| YOUR OBJECTIVE |
Among the lines below, copy exactly those from the one with "middle tip: (333, 257)" through the one with "middle pip: (478, 334)", counting both ends.

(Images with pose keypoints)
+===+
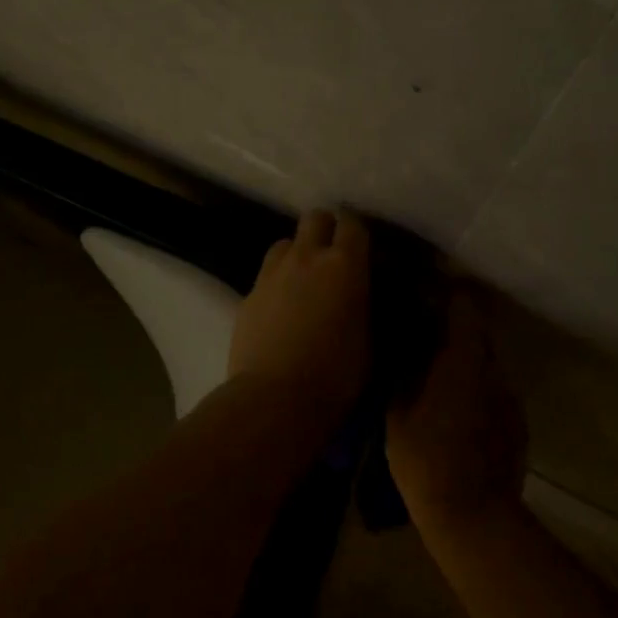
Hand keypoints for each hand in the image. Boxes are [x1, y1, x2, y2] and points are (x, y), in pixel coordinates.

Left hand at [229, 209, 370, 421]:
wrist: (275, 398)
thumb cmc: (336, 374)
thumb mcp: (369, 339)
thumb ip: (365, 304)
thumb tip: (363, 293)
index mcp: (344, 265)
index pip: (353, 224)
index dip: (358, 233)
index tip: (363, 250)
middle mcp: (306, 257)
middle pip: (314, 218)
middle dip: (325, 230)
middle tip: (333, 257)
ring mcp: (272, 274)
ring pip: (285, 243)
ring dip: (297, 253)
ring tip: (304, 280)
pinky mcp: (248, 295)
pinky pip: (266, 275)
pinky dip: (277, 283)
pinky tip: (282, 309)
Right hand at [387, 287, 527, 528]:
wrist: (473, 515)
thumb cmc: (425, 458)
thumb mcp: (397, 411)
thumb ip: (403, 370)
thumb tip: (403, 344)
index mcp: (463, 360)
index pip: (464, 306)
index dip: (447, 295)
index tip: (426, 294)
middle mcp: (493, 370)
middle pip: (478, 334)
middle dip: (453, 330)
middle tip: (424, 338)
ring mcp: (510, 398)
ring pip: (486, 364)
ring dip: (465, 363)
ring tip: (437, 378)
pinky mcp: (517, 423)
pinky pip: (494, 392)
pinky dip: (476, 391)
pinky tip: (456, 414)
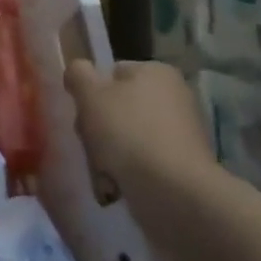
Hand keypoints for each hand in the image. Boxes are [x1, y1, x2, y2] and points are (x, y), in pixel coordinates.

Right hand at [62, 59, 215, 206]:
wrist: (172, 191)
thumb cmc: (127, 132)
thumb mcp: (90, 95)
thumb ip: (78, 74)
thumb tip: (77, 69)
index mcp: (157, 72)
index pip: (111, 73)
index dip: (91, 92)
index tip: (82, 112)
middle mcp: (175, 96)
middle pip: (118, 106)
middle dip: (98, 126)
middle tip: (90, 142)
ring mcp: (181, 132)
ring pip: (126, 135)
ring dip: (108, 151)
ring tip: (103, 167)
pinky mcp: (182, 164)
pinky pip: (142, 160)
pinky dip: (126, 170)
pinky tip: (118, 183)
+===+
| TASK RESULT |
middle tip: (333, 257)
ring mcp: (272, 274)
ring pip: (285, 243)
ring dip: (297, 253)
ring tip: (304, 280)
pinky mcp: (248, 295)
pinky pip: (266, 275)
pinky dip: (277, 283)
pinky tip: (282, 309)
Right hand at [387, 287, 527, 528]:
wrist: (473, 515)
thumb cmc: (425, 458)
thumb mcp: (397, 411)
thumb ip: (403, 370)
thumb tip: (403, 344)
index mcp: (463, 360)
index pip: (464, 306)
index dip: (447, 295)
index tip: (426, 294)
middle mcp: (493, 370)
middle pip: (478, 334)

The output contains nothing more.